▶ Requirement
In the listing below, find every line with the string "function" and pull it out.

══════════════════════════════

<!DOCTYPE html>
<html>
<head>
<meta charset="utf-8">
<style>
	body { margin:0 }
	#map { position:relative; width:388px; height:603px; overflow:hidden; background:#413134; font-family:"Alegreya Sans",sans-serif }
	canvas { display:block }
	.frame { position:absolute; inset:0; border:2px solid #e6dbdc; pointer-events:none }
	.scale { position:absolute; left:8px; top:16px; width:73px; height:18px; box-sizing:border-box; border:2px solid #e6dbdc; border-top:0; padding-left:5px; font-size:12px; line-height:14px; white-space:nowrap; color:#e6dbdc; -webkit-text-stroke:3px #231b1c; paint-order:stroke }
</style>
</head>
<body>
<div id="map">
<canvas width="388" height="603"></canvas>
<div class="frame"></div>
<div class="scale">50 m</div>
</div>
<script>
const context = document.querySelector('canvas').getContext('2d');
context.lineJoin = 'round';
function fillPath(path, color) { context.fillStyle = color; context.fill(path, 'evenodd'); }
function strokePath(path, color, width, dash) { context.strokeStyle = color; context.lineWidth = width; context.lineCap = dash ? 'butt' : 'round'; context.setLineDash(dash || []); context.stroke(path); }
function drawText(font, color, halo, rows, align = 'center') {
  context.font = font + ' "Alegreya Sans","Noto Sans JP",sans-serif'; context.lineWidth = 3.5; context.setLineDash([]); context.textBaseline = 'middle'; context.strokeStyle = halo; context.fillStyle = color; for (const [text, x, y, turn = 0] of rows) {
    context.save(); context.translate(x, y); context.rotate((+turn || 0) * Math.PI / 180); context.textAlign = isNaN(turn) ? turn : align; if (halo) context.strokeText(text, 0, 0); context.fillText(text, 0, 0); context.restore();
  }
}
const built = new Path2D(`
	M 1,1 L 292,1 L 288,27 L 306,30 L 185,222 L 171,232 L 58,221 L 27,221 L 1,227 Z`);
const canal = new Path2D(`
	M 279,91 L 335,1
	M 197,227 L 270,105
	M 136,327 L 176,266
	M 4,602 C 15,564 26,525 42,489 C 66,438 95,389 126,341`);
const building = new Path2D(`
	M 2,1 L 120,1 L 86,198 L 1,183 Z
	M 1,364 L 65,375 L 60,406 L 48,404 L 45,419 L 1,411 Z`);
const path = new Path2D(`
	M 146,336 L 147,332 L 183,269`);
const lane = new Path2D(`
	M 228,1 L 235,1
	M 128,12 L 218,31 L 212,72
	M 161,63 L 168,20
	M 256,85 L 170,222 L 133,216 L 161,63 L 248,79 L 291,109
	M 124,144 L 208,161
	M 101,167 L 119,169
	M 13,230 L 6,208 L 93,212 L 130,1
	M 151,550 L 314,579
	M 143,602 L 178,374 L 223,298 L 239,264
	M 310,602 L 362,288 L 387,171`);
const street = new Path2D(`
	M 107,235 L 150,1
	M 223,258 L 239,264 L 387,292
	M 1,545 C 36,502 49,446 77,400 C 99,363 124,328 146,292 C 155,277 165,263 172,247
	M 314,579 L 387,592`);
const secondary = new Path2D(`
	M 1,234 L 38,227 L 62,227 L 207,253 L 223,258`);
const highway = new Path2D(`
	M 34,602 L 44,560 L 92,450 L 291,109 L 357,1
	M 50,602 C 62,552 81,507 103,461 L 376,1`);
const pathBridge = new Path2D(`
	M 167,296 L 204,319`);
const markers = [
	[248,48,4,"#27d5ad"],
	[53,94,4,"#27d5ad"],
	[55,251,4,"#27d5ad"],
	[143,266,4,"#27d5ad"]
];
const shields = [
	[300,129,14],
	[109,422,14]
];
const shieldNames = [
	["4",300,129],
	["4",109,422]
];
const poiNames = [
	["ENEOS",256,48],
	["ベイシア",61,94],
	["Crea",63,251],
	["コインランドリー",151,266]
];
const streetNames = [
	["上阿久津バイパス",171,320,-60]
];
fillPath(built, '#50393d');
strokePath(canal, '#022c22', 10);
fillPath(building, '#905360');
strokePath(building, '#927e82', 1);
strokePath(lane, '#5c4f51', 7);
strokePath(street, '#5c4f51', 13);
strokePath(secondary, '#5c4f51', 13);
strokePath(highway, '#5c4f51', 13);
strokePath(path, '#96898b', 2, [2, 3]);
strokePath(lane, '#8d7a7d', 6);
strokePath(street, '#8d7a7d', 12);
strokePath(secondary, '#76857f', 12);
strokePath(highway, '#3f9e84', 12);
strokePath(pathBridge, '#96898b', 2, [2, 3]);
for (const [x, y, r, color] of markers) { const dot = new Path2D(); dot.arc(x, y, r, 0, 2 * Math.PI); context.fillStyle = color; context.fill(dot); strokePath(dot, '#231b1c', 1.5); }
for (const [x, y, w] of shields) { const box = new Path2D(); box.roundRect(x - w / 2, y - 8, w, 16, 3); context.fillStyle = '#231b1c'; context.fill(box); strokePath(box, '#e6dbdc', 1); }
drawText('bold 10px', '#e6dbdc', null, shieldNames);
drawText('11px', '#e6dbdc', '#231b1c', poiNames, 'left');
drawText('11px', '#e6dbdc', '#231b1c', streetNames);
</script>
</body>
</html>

══════════════════════════════

▶ Task answer
function fillPath(path, color) { context.fillStyle = color; context.fill(path, 'evenodd'); }
function strokePath(path, color, width, dash) { context.strokeStyle = color; context.lineWidth = width; context.lineCap = dash ? 'butt' : 'round'; context.setLineDash(dash || []); context.stroke(path); }
function drawText(font, color, halo, rows, align = 'center') {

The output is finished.